De repente, embebido em
recordações, lembra-se do gracejo que lera, em tempos algo remotos, num dos
periódicos de Bordalo: “Foi assim que os Pontos
nos ii, na pessoa do seu diretor – e apesar de vacinados – também foram
atacados da epidemia, ao ponto de se permitirem jardinar no último domingo,
aproveitando o gracioso convite para a experiência da linha férrea de Lisboa às
Caldas da Rainha. E que formosa é essa linha! O aspecto dos túneis, a elegância
das pontes, o pitoresco dos caminhos, um conjunto delicioso da arte e da
natureza, e, sobretudo isto, a velocidade da jornada, que nos surpreende e nos
encanta, mormente quando nos lembramos daquelas estropiadoras noitadas de
Azambuja às Caldas, aos solavancos, aos boléus, às cambalhotas, moídos,
picados, amassados, como se a nossa alma estivesse condenada a eternas penas e
o nosso corpo destinado a uma travessa de croquetes (…) O povo das Caldas não
mostrou positivamente um grande assombro à chegada do comboio; parece-nos até
que já o vimos mais assombrado duma vez que chegava a diligência do Funileiro.
Quem visse a indiferença com que aquele bom povo assistiu à aparição dum
caminho-de-ferro entrando-lhe pela primeira vez portas adentro, ficaria para
logo convencido de que esse bom povo nunca fizera outra coisa na sua vida senão
ver entrar caminhos-de-ferro pela porta dentro.

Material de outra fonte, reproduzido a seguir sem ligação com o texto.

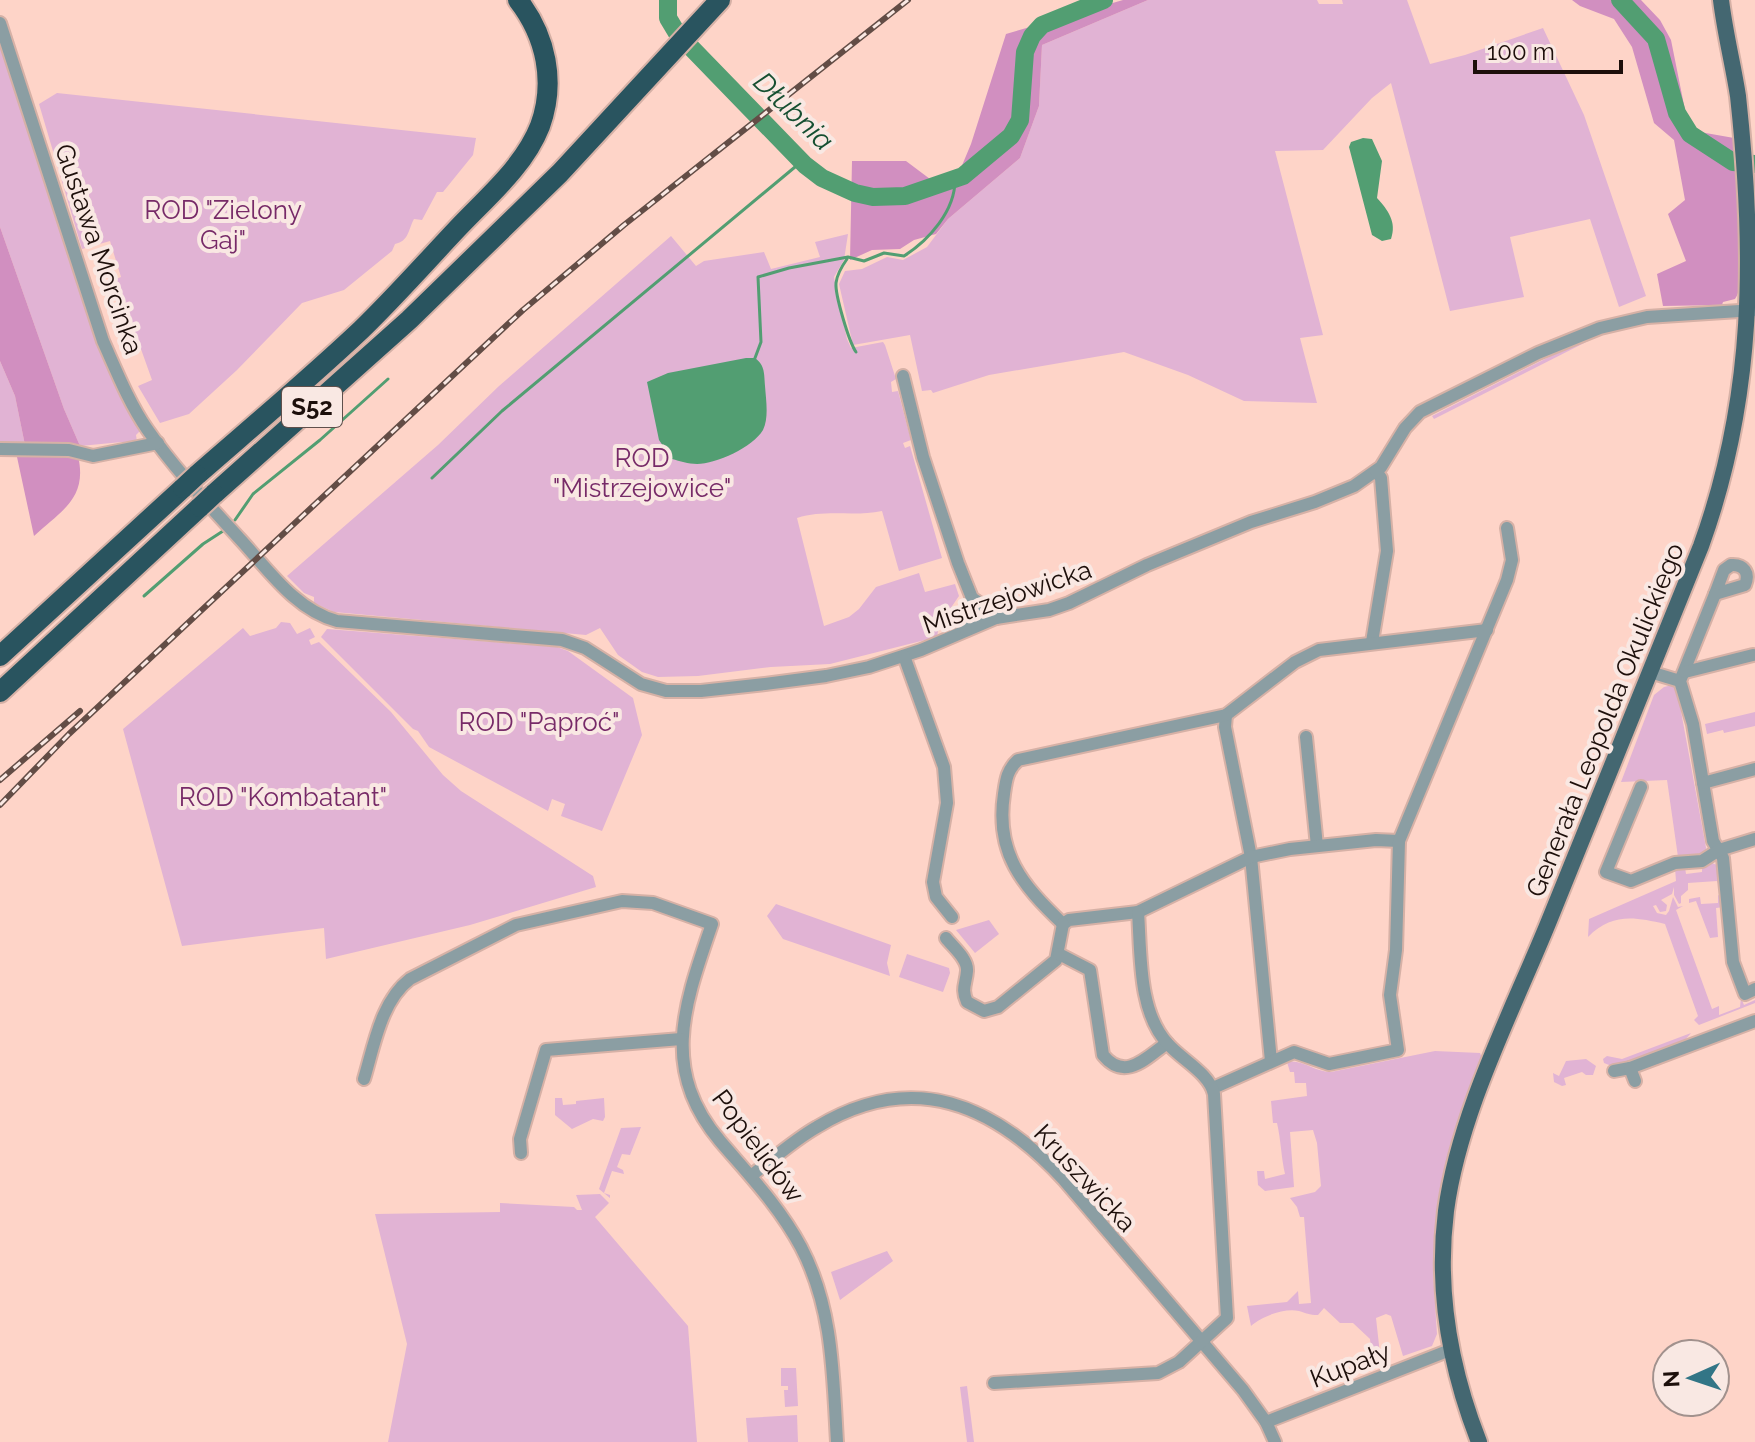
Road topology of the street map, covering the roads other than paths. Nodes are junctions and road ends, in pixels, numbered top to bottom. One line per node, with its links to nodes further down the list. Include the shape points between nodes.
1 (518, 0): 19 (highway, S52, via 532,20 547,65 545,109 519,161 362,329)
2 (720, 0): 23 (highway, S52, via 560,173 409,320)
3 (1721, 0): 5 (main road, Generała Leopolda Okulickiego, via 1748,181)
4 (0, 23): 7 (street, Gustawa Morcinka, via 103,341)
5 (1754, 310): 9 (street, Mistrzejowicka, via 1631,320 1573,337 1420,412); 21 (main road, Generała Leopolda Okulickiego, via 1727,470)
6 (903, 376): 13 (street, via 923,457)
7 (158, 443): 8 (street, via 93,456 69,450); 11 (street, Gustawa Morcinka)
8 (0, 449)
9 (1376, 471): 14 (street, Mistrzejowicka, via 1340,492 1251,522 1069,603); 17 (street, via 1387,551)
10 (1507, 528): 16 (street, via 1512,560)
11 (280, 583): 20 (street, Mistrzejowicka, via 314,612 337,621 568,641 641,684 666,691 811,678)
12 (1715, 594): 22 (street)
13 (972, 598): 14 (street); 15 (street)
14 (996, 618): 15 (street, Mistrzejowicka)
15 (966, 630): 20 (street, Mistrzejowicka)
16 (1487, 630): 17 (street); 30 (street)
17 (1372, 642): 24 (street, via 1310,653)
18 (1753, 655): 22 (street)
19 (0, 656)
20 (904, 656): 35 (street, via 944,767 947,803 933,882 936,897)
21 (1650, 672): 22 (street); 52 (main road, Generała Leopolda Okulickiego, via 1462,1140 1443,1250)
22 (1683, 677): 27 (street)
23 (0, 692)
24 (1226, 715): 33 (street); 36 (street, via 1028,757 1013,765 1002,808 1003,838 1029,887)
25 (1306, 737): 31 (street)
26 (1755, 769): 27 (street)
27 (1703, 783): 32 (street)
28 (1641, 787): 32 (street, via 1606,872 1631,881 1675,863 1702,861)
29 (1755, 839): 32 (street)
30 (1399, 841): 31 (street); 43 (street, via 1398,931 1390,995 1398,1050 1329,1064 1294,1052)
31 (1317, 846): 33 (street)
32 (1719, 850): 39 (street, via 1733,962 1745,994)
33 (1251, 857): 34 (street); 43 (street)
34 (1138, 912): 36 (street); 42 (street, via 1146,996)
35 (952, 917)
36 (1063, 924): 38 (street)
37 (946, 938): 38 (street, via 968,969 962,985 967,1002 984,1011 998,1007)
38 (1059, 954): 42 (street, via 1090,970 1103,1055 1110,1065 1133,1067)
39 (1755, 989)
40 (1755, 1021): 44 (street)
41 (681, 1039): 46 (street, Popielidów, via 690,989 712,924 653,903 622,901 527,921 410,979 389,1004); 49 (street, via 546,1050 520,1139); 50 (street, Popielidów, via 684,1069 698,1108)
42 (1167, 1043): 48 (street)
43 (1271, 1061): 48 (street)
44 (1630, 1068): 45 (street); 47 (street)
45 (1614, 1071)
46 (364, 1079)
47 (1635, 1081)
48 (1213, 1088): 51 (street, via 1228,1304 1226,1321)
49 (521, 1153)
50 (752, 1175): 51 (street, Kruszwicka, via 817,1126 871,1104 928,1100 973,1109 1038,1151); 55 (street, Popielidów, via 787,1223 817,1285 831,1341)
51 (1202, 1341): 53 (street, via 1158,1373); 54 (street, Kruszwicka)
52 (1450, 1350): 54 (street, Kupały); 57 (main road, Generała Leopolda Okulickiego)
53 (994, 1383)
54 (1266, 1422): 56 (street, Kruszwicka)
55 (837, 1442)
56 (1275, 1442)
57 (1479, 1442)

Parecia que, em vez de águas
termais, aquele povo nunca tomara senão águas férreas.”
E, com o correr das
reminiscências, alguns momentos de sonolência e o atropelo dos pensamentos, o
simpático Matthew foi percebendo que estava a chegar ao destino.
O comboio silva. A paragem é
lenta e lírica, com dezenas de senhoras a descer à gare e a exibirem os seus
emplumados chapéus, e os senhores, esses, a baforar caros charutos e a
conjeturar sobre o movimento, que é fatigante, porém, irá piorar, pois El-Rei
D. Carlos I ainda não está em época de banhos.